Scan the entries and state how many lines contain "Чапаева". Write no other text.

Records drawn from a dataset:
=-=-=
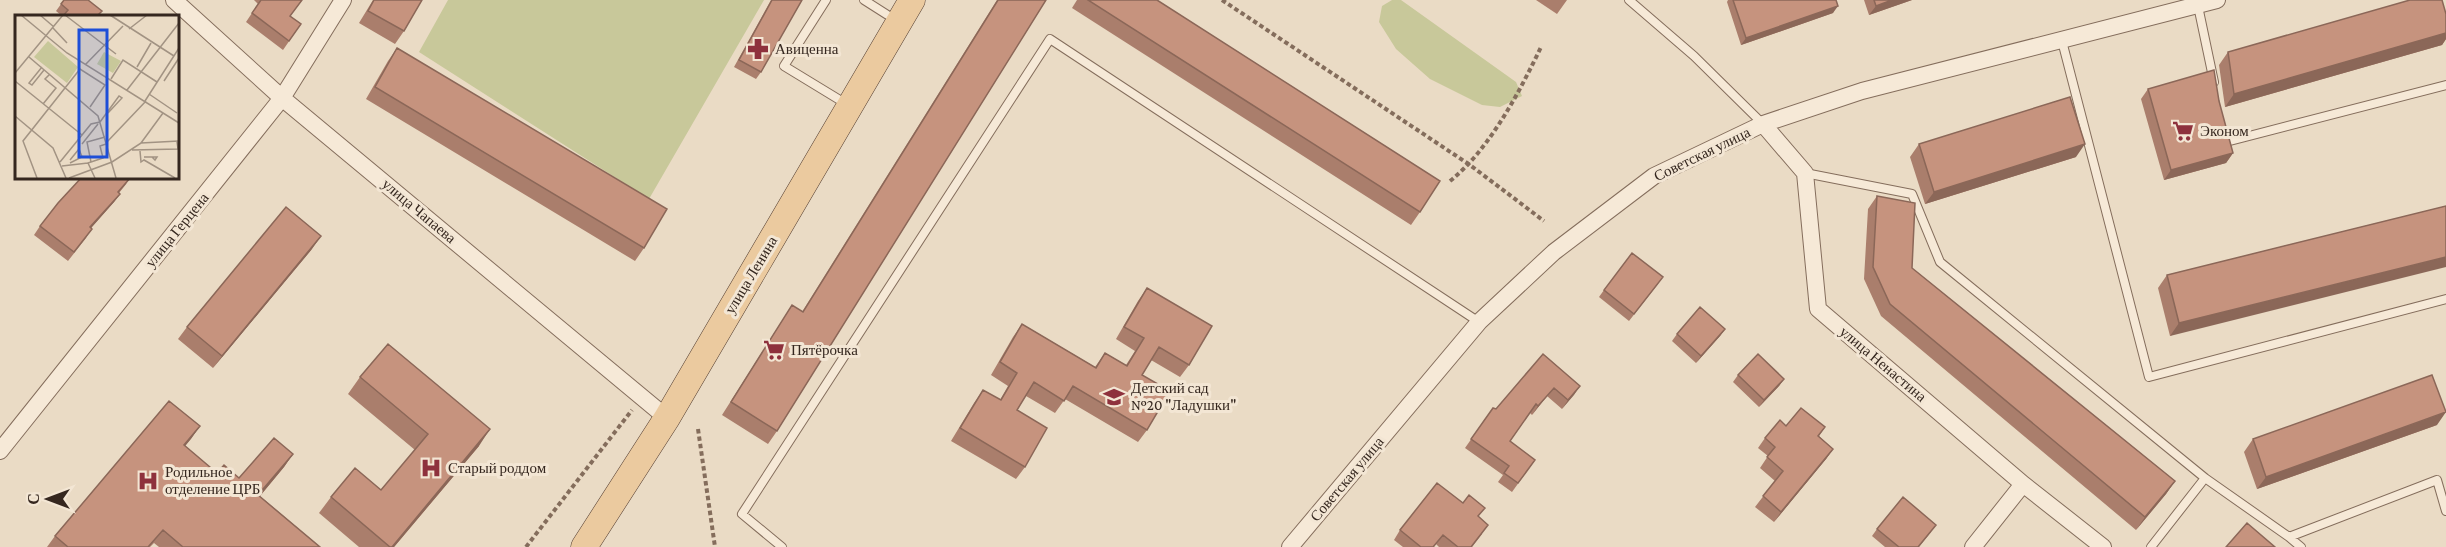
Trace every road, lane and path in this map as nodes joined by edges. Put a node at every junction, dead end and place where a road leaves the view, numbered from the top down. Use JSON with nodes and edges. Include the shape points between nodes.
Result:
{"nodes":[{"id":1,"x":174,"y":0,"type":"edge"},
{"id":2,"x":343,"y":0,"type":"edge"},
{"id":3,"x":826,"y":0,"type":"edge"},
{"id":4,"x":864,"y":0,"type":"edge"},
{"id":5,"x":912,"y":0,"type":"edge"},
{"id":6,"x":1222,"y":0,"type":"edge"},
{"id":7,"x":1629,"y":0,"type":"edge"},
{"id":8,"x":2217,"y":0,"type":"edge"},
{"id":9,"x":2163,"y":6,"type":"edge"},
{"id":10,"x":2198,"y":6,"type":"junction"},
{"id":11,"x":900,"y":22,"type":"junction"},
{"id":12,"x":2062,"y":41,"type":"junction"},
{"id":13,"x":1541,"y":47,"type":"dead end"},
{"id":14,"x":2446,"y":85,"type":"edge"},
{"id":15,"x":2217,"y":96,"type":"edge"},
{"id":16,"x":282,"y":98,"type":"junction"},
{"id":17,"x":850,"y":107,"type":"junction"},
{"id":18,"x":1763,"y":124,"type":"junction"},
{"id":19,"x":2224,"y":130,"type":"edge"},
{"id":20,"x":1470,"y":165,"type":"junction"},
{"id":21,"x":1805,"y":173,"type":"junction"},
{"id":22,"x":1450,"y":182,"type":"dead end"},
{"id":23,"x":1544,"y":221,"type":"dead end"},
{"id":24,"x":2446,"y":299,"type":"edge"},
{"id":25,"x":1479,"y":322,"type":"junction"},
{"id":26,"x":643,"y":396,"type":"junction"},
{"id":27,"x":667,"y":418,"type":"junction"},
{"id":28,"x":699,"y":429,"type":"dead end"},
{"id":29,"x":0,"y":451,"type":"edge"},
{"id":30,"x":2205,"y":478,"type":"junction"},
{"id":31,"x":2023,"y":484,"type":"junction"},
{"id":32,"x":2446,"y":511,"type":"edge"},
{"id":33,"x":2289,"y":537,"type":"junction"},
{"id":34,"x":526,"y":547,"type":"edge"},
{"id":35,"x":584,"y":547,"type":"edge"},
{"id":36,"x":715,"y":547,"type":"edge"},
{"id":37,"x":782,"y":547,"type":"edge"},
{"id":38,"x":1290,"y":547,"type":"edge"},
{"id":39,"x":1973,"y":547,"type":"edge"},
{"id":40,"x":2103,"y":547,"type":"edge"},
{"id":41,"x":2151,"y":547,"type":"edge"},
{"id":42,"x":2301,"y":547,"type":"edge"}],
"edges":[{"from":1,"to":16,"type":"street","name":"улица Чапаева"},
{"from":2,"to":16,"type":"street","name":"улица Герцена"},
{"from":3,"to":17,"type":"lane","via":[[784,66]]},
{"from":4,"to":11,"type":"lane"},
{"from":5,"to":11,"type":"main road","name":"улица Ленина"},
{"from":6,"to":20,"type":"path"},
{"from":7,"to":18,"type":"lane","via":[[1694,56]]},
{"from":8,"to":10,"type":"street","name":"Советская улица"},
{"from":9,"to":10,"type":"street","name":"Советская улица"},
{"from":9,"to":12,"type":"street","name":"Советская улица"},
{"from":10,"to":15,"type":"lane"},
{"from":11,"to":17,"type":"main road","name":"улица Ленина"},
{"from":12,"to":18,"type":"street","name":"Советская улица","via":[[1862,91]]},
{"from":12,"to":24,"type":"lane","via":[[2149,377]]},
{"from":13,"to":20,"type":"path","via":[[1524,83]]},
{"from":14,"to":19,"type":"lane","via":[[2226,142]]},
{"from":16,"to":26,"type":"street","name":"улица Чапаева"},
{"from":16,"to":29,"type":"street","name":"улица Герцена"},
{"from":17,"to":27,"type":"main road","name":"улица Ленина"},
{"from":18,"to":21,"type":"street"},
{"from":18,"to":25,"type":"street","name":"Советская улица","via":[[1654,176],[1554,252]]},
{"from":20,"to":22,"type":"path"},
{"from":20,"to":23,"type":"path"},
{"from":21,"to":30,"type":"lane","via":[[1912,195],[1940,262]]},
{"from":21,"to":31,"type":"street","name":"улица Ненастина","via":[[1818,309]]},
{"from":25,"to":37,"type":"lane","via":[[1050,39],[742,514]]},
{"from":25,"to":38,"type":"street","name":"Советская улица"},
{"from":26,"to":27,"type":"street","name":"улица Чапаева"},
{"from":26,"to":34,"type":"path"},
{"from":27,"to":35,"type":"main road","name":"улица Ленина"},
{"from":28,"to":36,"type":"path"},
{"from":30,"to":33,"type":"lane"},
{"from":30,"to":41,"type":"lane"},
{"from":31,"to":39,"type":"street"},
{"from":31,"to":40,"type":"street","name":"улица Ненастина"},
{"from":32,"to":33,"type":"lane","via":[[2437,480]]},
{"from":33,"to":42,"type":"lane"}]}
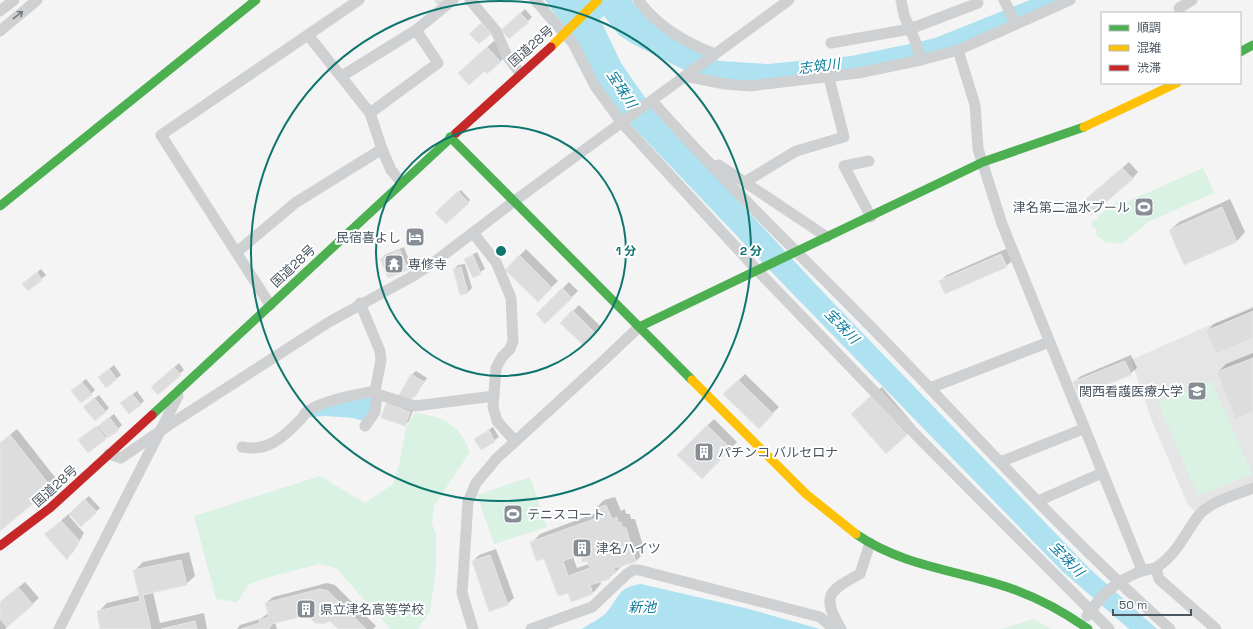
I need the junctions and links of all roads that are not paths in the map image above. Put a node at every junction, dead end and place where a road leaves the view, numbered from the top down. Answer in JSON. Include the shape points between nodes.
{"nodes":[{"id":1,"x":14,"y":0,"type":"edge"},
{"id":2,"x":37,"y":0,"type":"edge"},
{"id":3,"x":256,"y":0,"type":"edge"},
{"id":4,"x":359,"y":0,"type":"edge"},
{"id":5,"x":453,"y":0,"type":"edge"},
{"id":6,"x":470,"y":0,"type":"edge"},
{"id":7,"x":535,"y":0,"type":"edge"},
{"id":8,"x":598,"y":0,"type":"edge"},
{"id":9,"x":638,"y":0,"type":"edge"},
{"id":10,"x":901,"y":0,"type":"edge"},
{"id":11,"x":1004,"y":0,"type":"edge"},
{"id":12,"x":1070,"y":0,"type":"edge"},
{"id":13,"x":1192,"y":0,"type":"edge"},
{"id":14,"x":785,"y":1,"type":"edge"},
{"id":15,"x":1056,"y":3,"type":"edge"},
{"id":16,"x":978,"y":4,"type":"dead end"},
{"id":17,"x":1180,"y":8,"type":"dead end"},
{"id":18,"x":0,"y":11,"type":"edge"},
{"id":19,"x":1016,"y":24,"type":"junction"},
{"id":20,"x":910,"y":29,"type":"junction"},
{"id":21,"x":0,"y":30,"type":"edge"},
{"id":22,"x":416,"y":30,"type":"junction"},
{"id":23,"x":565,"y":34,"type":"junction"},
{"id":24,"x":308,"y":35,"type":"junction"},
{"id":25,"x":831,"y":43,"type":"dead end"},
{"id":26,"x":1253,"y":45,"type":"edge"},
{"id":27,"x":958,"y":50,"type":"junction"},
{"id":28,"x":1241,"y":51,"type":"edge"},
{"id":29,"x":714,"y":55,"type":"junction"},
{"id":30,"x":921,"y":60,"type":"junction"},
{"id":31,"x":520,"y":73,"type":"junction"},
{"id":32,"x":687,"y":75,"type":"junction"},
{"id":33,"x":342,"y":76,"type":"junction"},
{"id":34,"x":829,"y":78,"type":"junction"},
{"id":35,"x":1175,"y":84,"type":"edge"},
{"id":36,"x":652,"y":101,"type":"junction"},
{"id":37,"x":370,"y":113,"type":"junction"},
{"id":38,"x":623,"y":122,"type":"junction"},
{"id":39,"x":450,"y":137,"type":"junction"},
{"id":40,"x":382,"y":149,"type":"junction"},
{"id":41,"x":869,"y":161,"type":"dead end"},
{"id":42,"x":983,"y":162,"type":"junction"},
{"id":43,"x":714,"y":167,"type":"junction"},
{"id":44,"x":401,"y":182,"type":"junction"},
{"id":45,"x":745,"y":182,"type":"junction"},
{"id":46,"x":514,"y":202,"type":"junction"},
{"id":47,"x":0,"y":206,"type":"edge"},
{"id":48,"x":870,"y":217,"type":"junction"},
{"id":49,"x":473,"y":233,"type":"junction"},
{"id":50,"x":827,"y":237,"type":"junction"},
{"id":51,"x":237,"y":252,"type":"junction"},
{"id":52,"x":794,"y":253,"type":"junction"},
{"id":53,"x":758,"y":270,"type":"junction"},
{"id":54,"x":360,"y":303,"type":"junction"},
{"id":55,"x":270,"y":305,"type":"junction"},
{"id":56,"x":639,"y":327,"type":"junction"},
{"id":57,"x":1049,"y":342,"type":"junction"},
{"id":58,"x":184,"y":385,"type":"junction"},
{"id":59,"x":930,"y":388,"type":"junction"},
{"id":60,"x":376,"y":392,"type":"junction"},
{"id":61,"x":494,"y":396,"type":"junction"},
{"id":62,"x":365,"y":426,"type":"dead end"},
{"id":63,"x":1083,"y":429,"type":"junction"},
{"id":64,"x":162,"y":430,"type":"junction"},
{"id":65,"x":515,"y":441,"type":"junction"},
{"id":66,"x":242,"y":447,"type":"dead end"},
{"id":67,"x":109,"y":454,"type":"junction"},
{"id":68,"x":1000,"y":462,"type":"junction"},
{"id":69,"x":1102,"y":473,"type":"junction"},
{"id":70,"x":1253,"y":488,"type":"edge"},
{"id":71,"x":1038,"y":501,"type":"junction"},
{"id":72,"x":870,"y":544,"type":"junction"},
{"id":73,"x":0,"y":546,"type":"edge"},
{"id":74,"x":1156,"y":568,"type":"junction"},
{"id":75,"x":1142,"y":570,"type":"junction"},
{"id":76,"x":1117,"y":582,"type":"junction"},
{"id":77,"x":1091,"y":609,"type":"junction"},
{"id":78,"x":1085,"y":626,"type":"edge"},
{"id":79,"x":59,"y":629,"type":"edge"},
{"id":80,"x":473,"y":629,"type":"edge"},
{"id":81,"x":531,"y":629,"type":"edge"},
{"id":82,"x":834,"y":629,"type":"edge"},
{"id":83,"x":841,"y":629,"type":"edge"},
{"id":84,"x":1109,"y":629,"type":"edge"},
{"id":85,"x":1170,"y":629,"type":"edge"},
{"id":86,"x":1216,"y":629,"type":"edge"}],
"edges":[{"from":1,"to":18,"type":"street"},
{"from":21,"to":2,"type":"street","one_way":true},
{"from":3,"to":47,"type":"main road"},
{"from":4,"to":24,"type":"street"},
{"from":5,"to":22,"type":"street"},
{"from":6,"to":31,"type":"street","via":[[496,31],[507,56]]},
{"from":7,"to":23,"type":"street"},
{"from":8,"to":23,"type":"main road","name":"国道28号"},
{"from":9,"to":29,"type":"street","via":[[673,33]]},
{"from":10,"to":20,"type":"street"},
{"from":11,"to":19,"type":"street"},
{"from":12,"to":15,"type":"street"},
{"from":13,"to":17,"type":"street"},
{"from":14,"to":29,"type":"street"},
{"from":15,"to":19,"type":"street"},
{"from":16,"to":20,"type":"street"},
{"from":19,"to":27,"type":"street"},
{"from":20,"to":25,"type":"street"},
{"from":20,"to":30,"type":"street"},
{"from":22,"to":33,"type":"street"},
{"from":22,"to":37,"type":"street","via":[[438,63]]},
{"from":23,"to":31,"type":"main road","name":"国道28号"},
{"from":23,"to":38,"type":"street","via":[[573,43],[595,86]]},
{"from":24,"to":33,"type":"street"},
{"from":24,"to":51,"type":"street","via":[[161,135]]},
{"from":26,"to":28,"type":"main road"},
{"from":27,"to":30,"type":"street"},
{"from":27,"to":42,"type":"street","via":[[975,105],[978,149]]},
{"from":29,"to":32,"type":"street"},
{"from":30,"to":34,"type":"street"},
{"from":31,"to":39,"type":"main road","name":"国道28号"},
{"from":32,"to":34,"type":"street","via":[[725,84],[750,86]]},
{"from":32,"to":36,"type":"street"},
{"from":33,"to":37,"type":"street"},
{"from":34,"to":45,"type":"street","via":[[844,137],[796,151]]},
{"from":35,"to":42,"type":"main road","via":[[1076,130]]},
{"from":36,"to":38,"type":"street"},
{"from":36,"to":43,"type":"street"},
{"from":37,"to":40,"type":"street"},
{"from":38,"to":46,"type":"street"},
{"from":38,"to":53,"type":"street"},
{"from":39,"to":44,"type":"main road","name":"国道28号"},
{"from":39,"to":46,"type":"main road"},
{"from":40,"to":44,"type":"street"},
{"from":40,"to":51,"type":"street","via":[[295,203]]},
{"from":41,"to":48,"type":"street","via":[[844,166]]},
{"from":42,"to":48,"type":"main road"},
{"from":42,"to":57,"type":"street","via":[[1002,224]]},
{"from":43,"to":45,"type":"street","via":[[719,165]]},
{"from":43,"to":52,"type":"street"},
{"from":44,"to":55,"type":"main road","name":"国道28号"},
{"from":45,"to":50,"type":"street"},
{"from":46,"to":49,"type":"street"},
{"from":46,"to":56,"type":"main road"},
{"from":48,"to":50,"type":"main road"},
{"from":49,"to":54,"type":"street","via":[[415,275]]},
{"from":49,"to":61,"type":"street","via":[[496,262],[512,298],[512,346],[496,368]]},
{"from":50,"to":52,"type":"main road"},
{"from":51,"to":55,"type":"street"},
{"from":52,"to":53,"type":"main road"},
{"from":52,"to":59,"type":"street"},
{"from":53,"to":56,"type":"main road"},
{"from":53,"to":77,"type":"street","via":[[916,436]]},
{"from":54,"to":60,"type":"street","via":[[380,351]]},
{"from":54,"to":64,"type":"street"},
{"from":55,"to":58,"type":"main road","name":"国道28号"},
{"from":56,"to":65,"type":"street"},
{"from":56,"to":72,"type":"main road","via":[[806,494],[837,521]]},
{"from":57,"to":59,"type":"street"},
{"from":57,"to":63,"type":"street"},
{"from":58,"to":64,"type":"street"},
{"from":58,"to":67,"type":"main road","name":"国道28号"},
{"from":59,"to":68,"type":"street"},
{"from":60,"to":61,"type":"street","via":[[415,406]]},
{"from":60,"to":62,"type":"street","via":[[375,412]]},
{"from":60,"to":66,"type":"street","via":[[318,406],[306,412],[281,438],[267,446],[260,449]]},
{"from":61,"to":65,"type":"street","via":[[495,416]]},
{"from":63,"to":68,"type":"street"},
{"from":63,"to":69,"type":"street"},
{"from":64,"to":67,"type":"street","via":[[121,458]]},
{"from":64,"to":79,"type":"street"},
{"from":65,"to":80,"type":"street","via":[[476,483],[468,502],[462,593]]},
{"from":67,"to":73,"type":"main road","name":"国道28号","via":[[41,516]]},
{"from":68,"to":71,"type":"street"},
{"from":69,"to":71,"type":"street"},
{"from":69,"to":75,"type":"street"},
{"from":70,"to":74,"type":"street","via":[[1216,503],[1200,514],[1180,546]]},
{"from":71,"to":76,"type":"street"},
{"from":72,"to":78,"type":"main road","via":[[933,569],[1021,591],[1054,606]]},
{"from":72,"to":83,"type":"street","via":[[860,574],[838,587],[831,597],[829,608]]},
{"from":74,"to":75,"type":"street"},
{"from":74,"to":86,"type":"street","via":[[1159,579]]},
{"from":75,"to":76,"type":"street"},
{"from":76,"to":77,"type":"street"},
{"from":76,"to":85,"type":"street"},
{"from":77,"to":78,"type":"street"},
{"from":77,"to":84,"type":"street"},
{"from":81,"to":82,"type":"street","via":[[592,607],[627,574],[639,570],[820,617]]}]}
=-=-=
**SOLUTION FOR THIS TASK:**
3